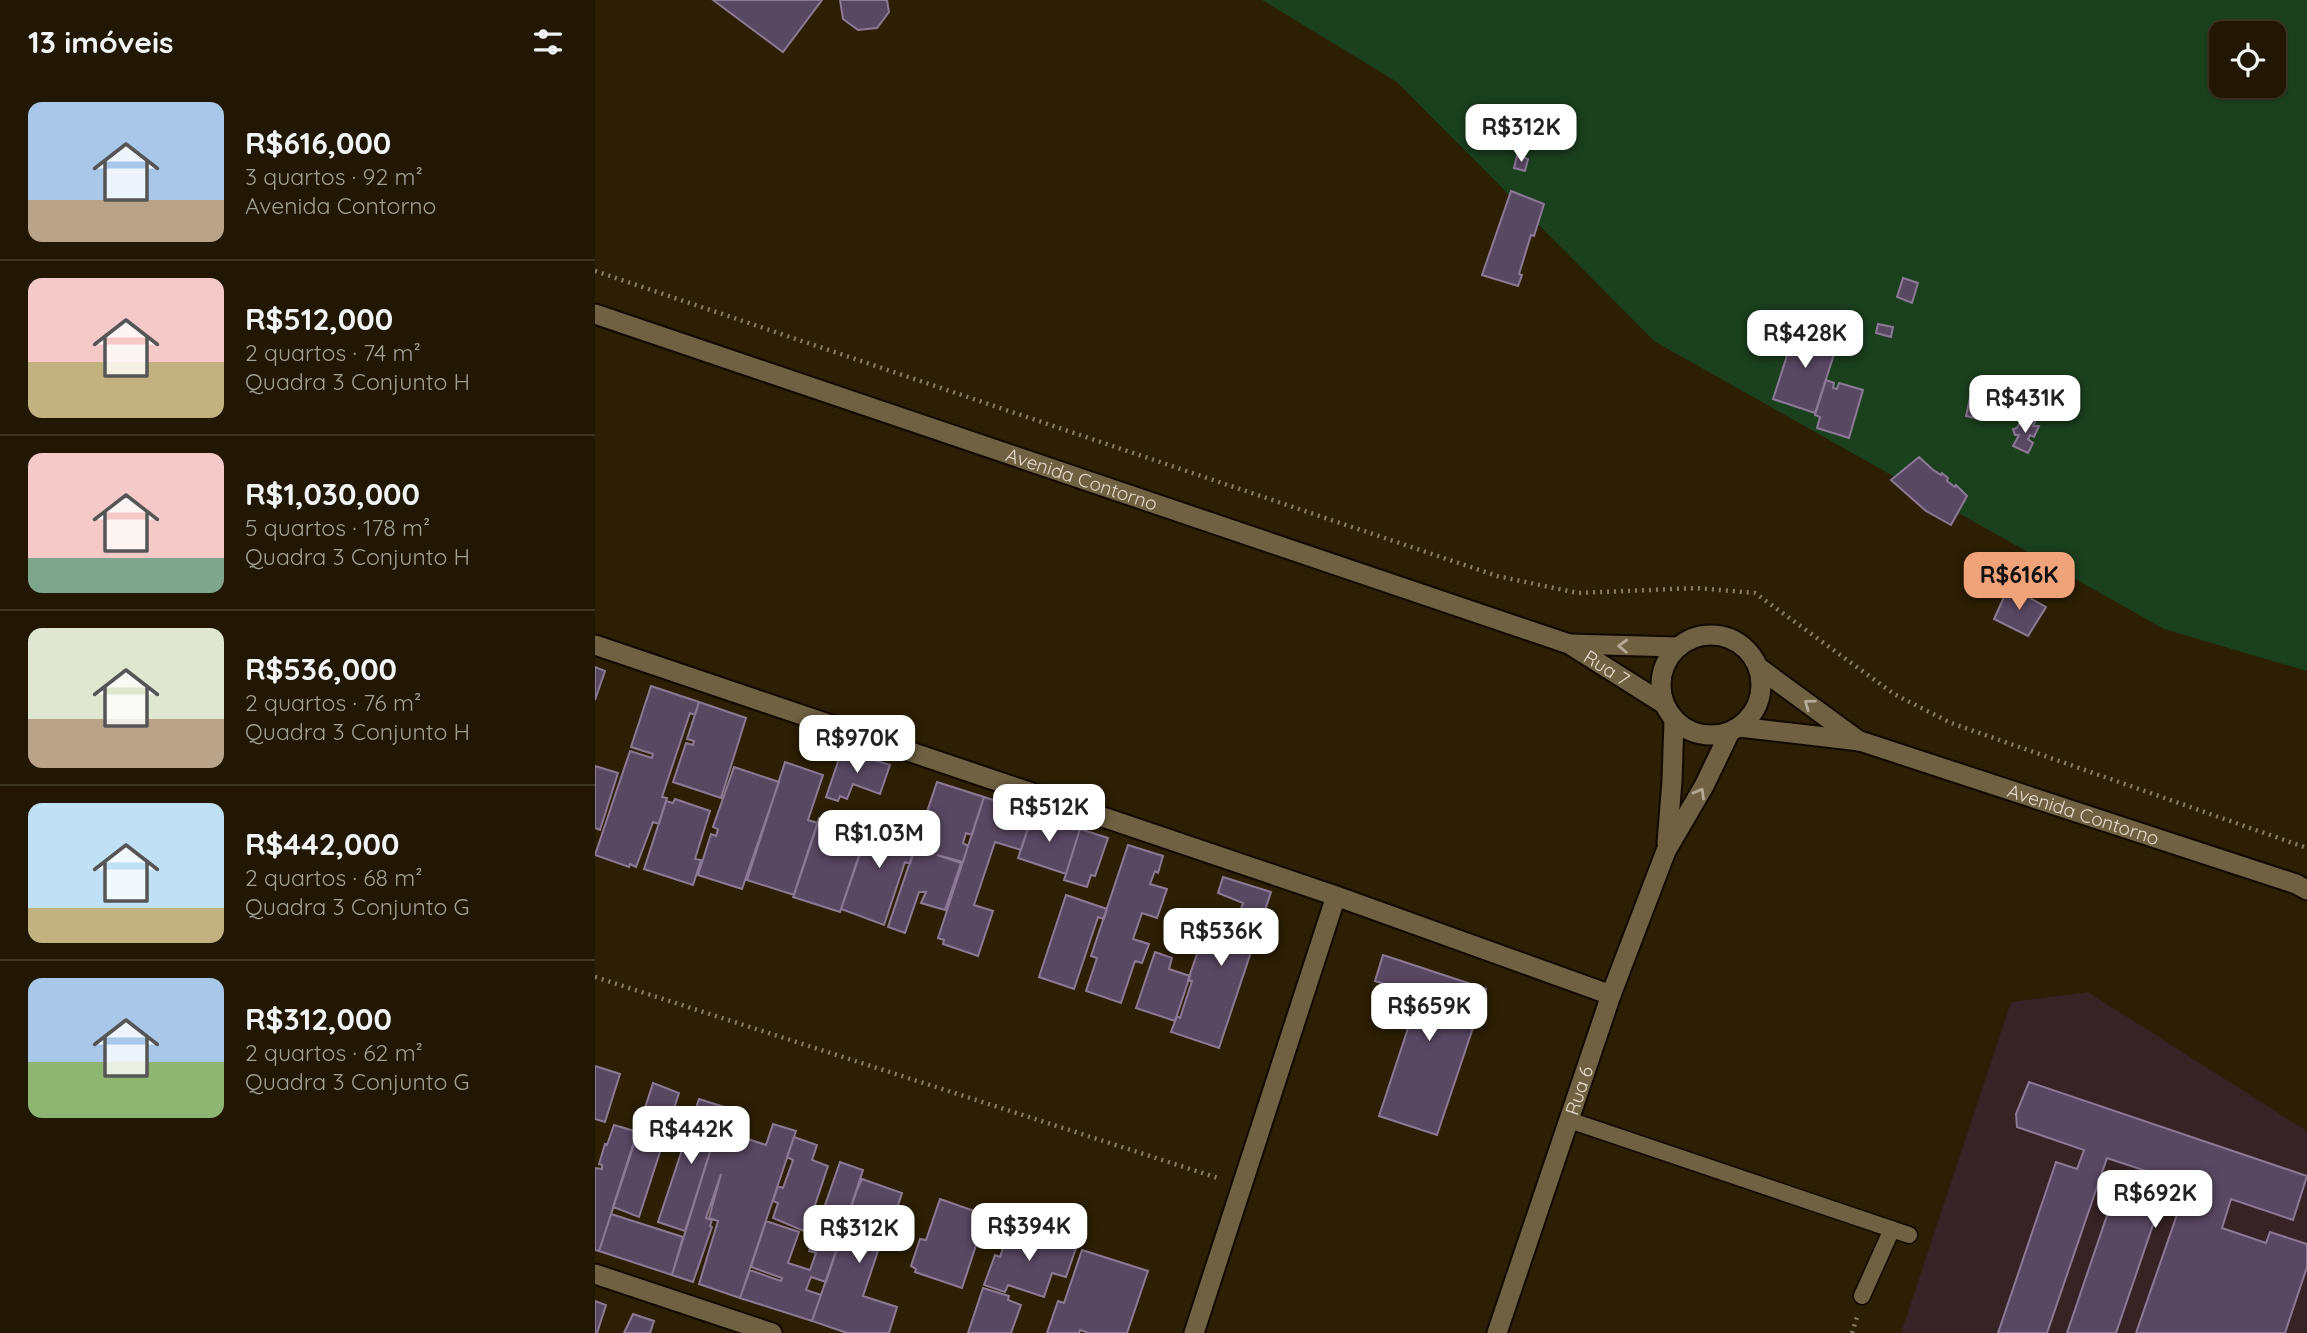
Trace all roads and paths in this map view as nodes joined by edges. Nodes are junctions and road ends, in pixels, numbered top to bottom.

==

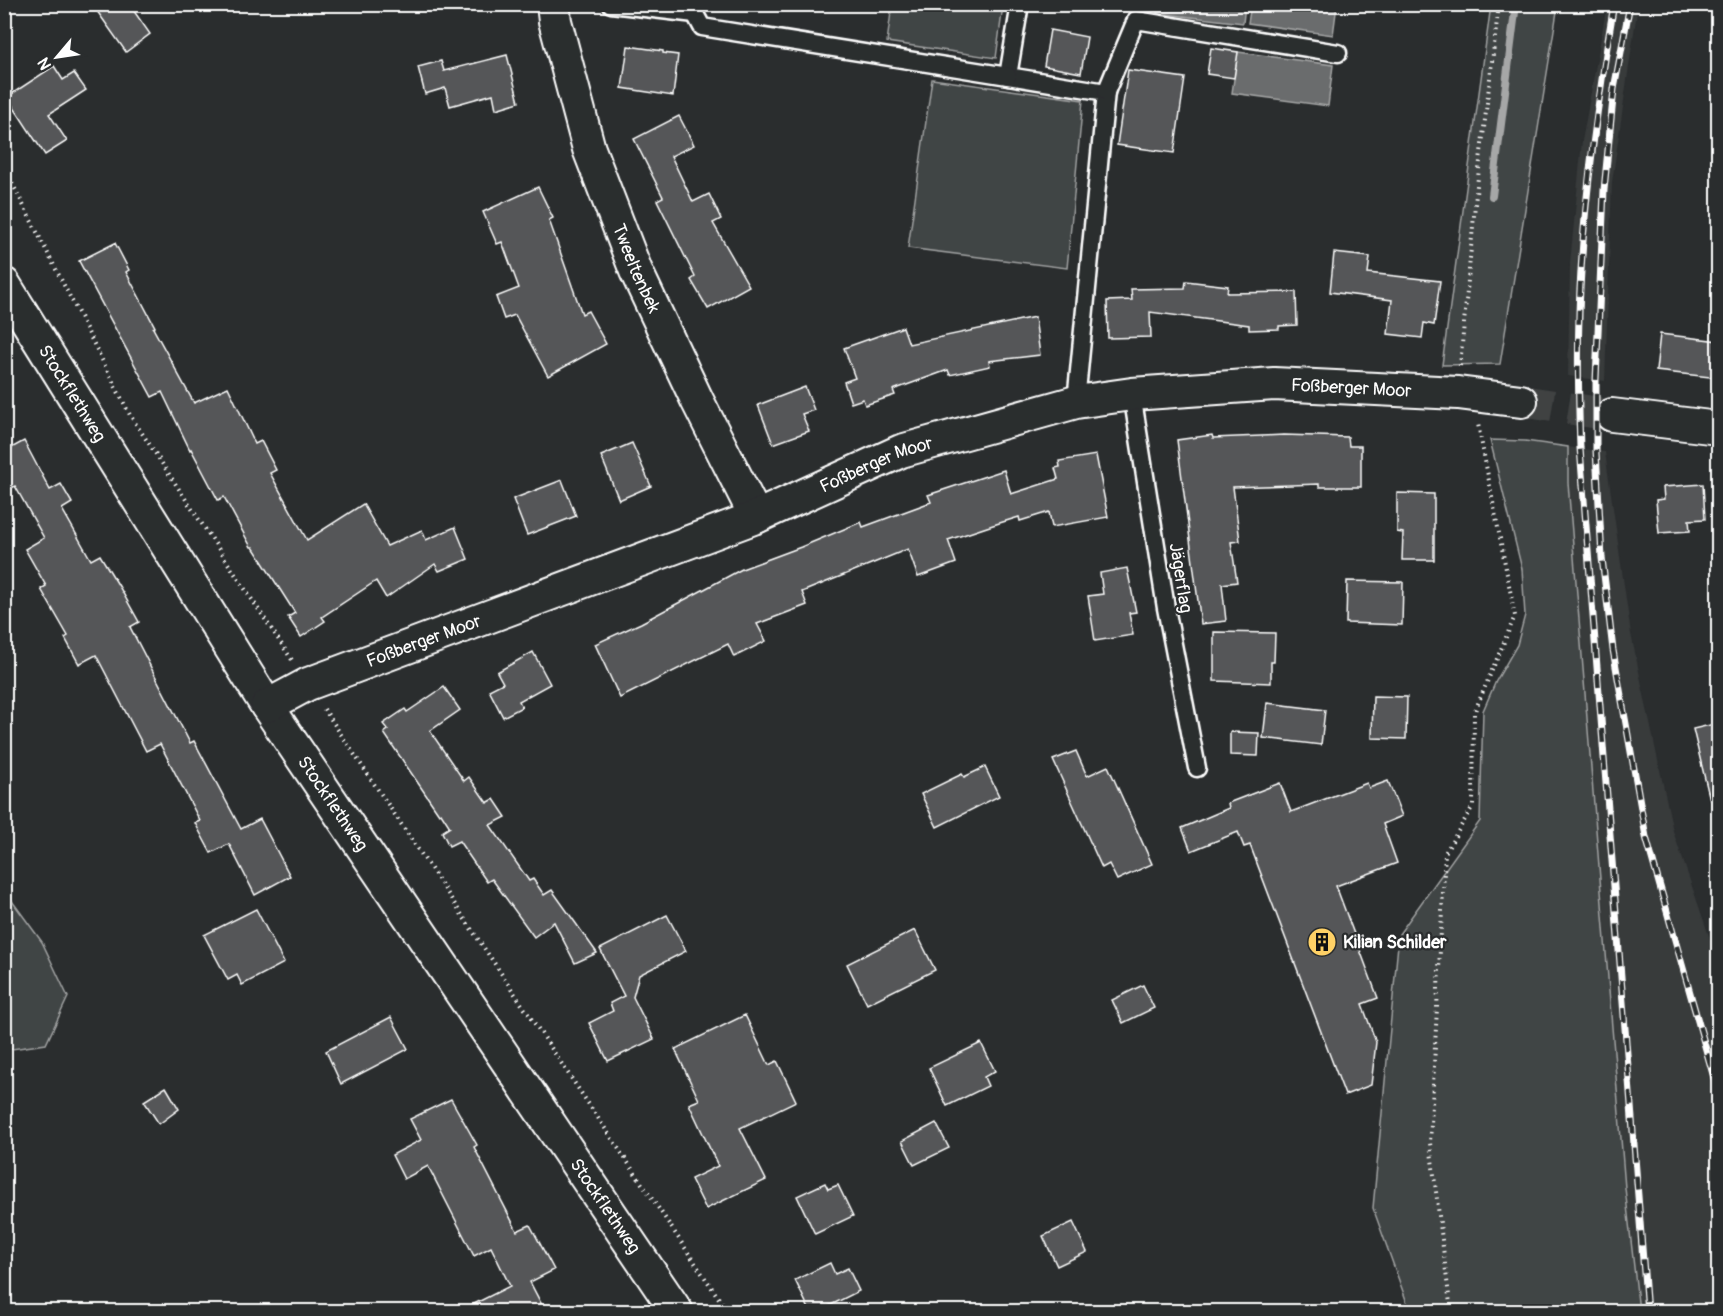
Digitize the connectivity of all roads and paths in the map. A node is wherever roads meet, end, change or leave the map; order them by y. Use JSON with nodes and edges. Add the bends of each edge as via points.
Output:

▶ _What you need to do_:
Count each line above with "edges"; write only the number.

▶ _Reply to the exercise_:
2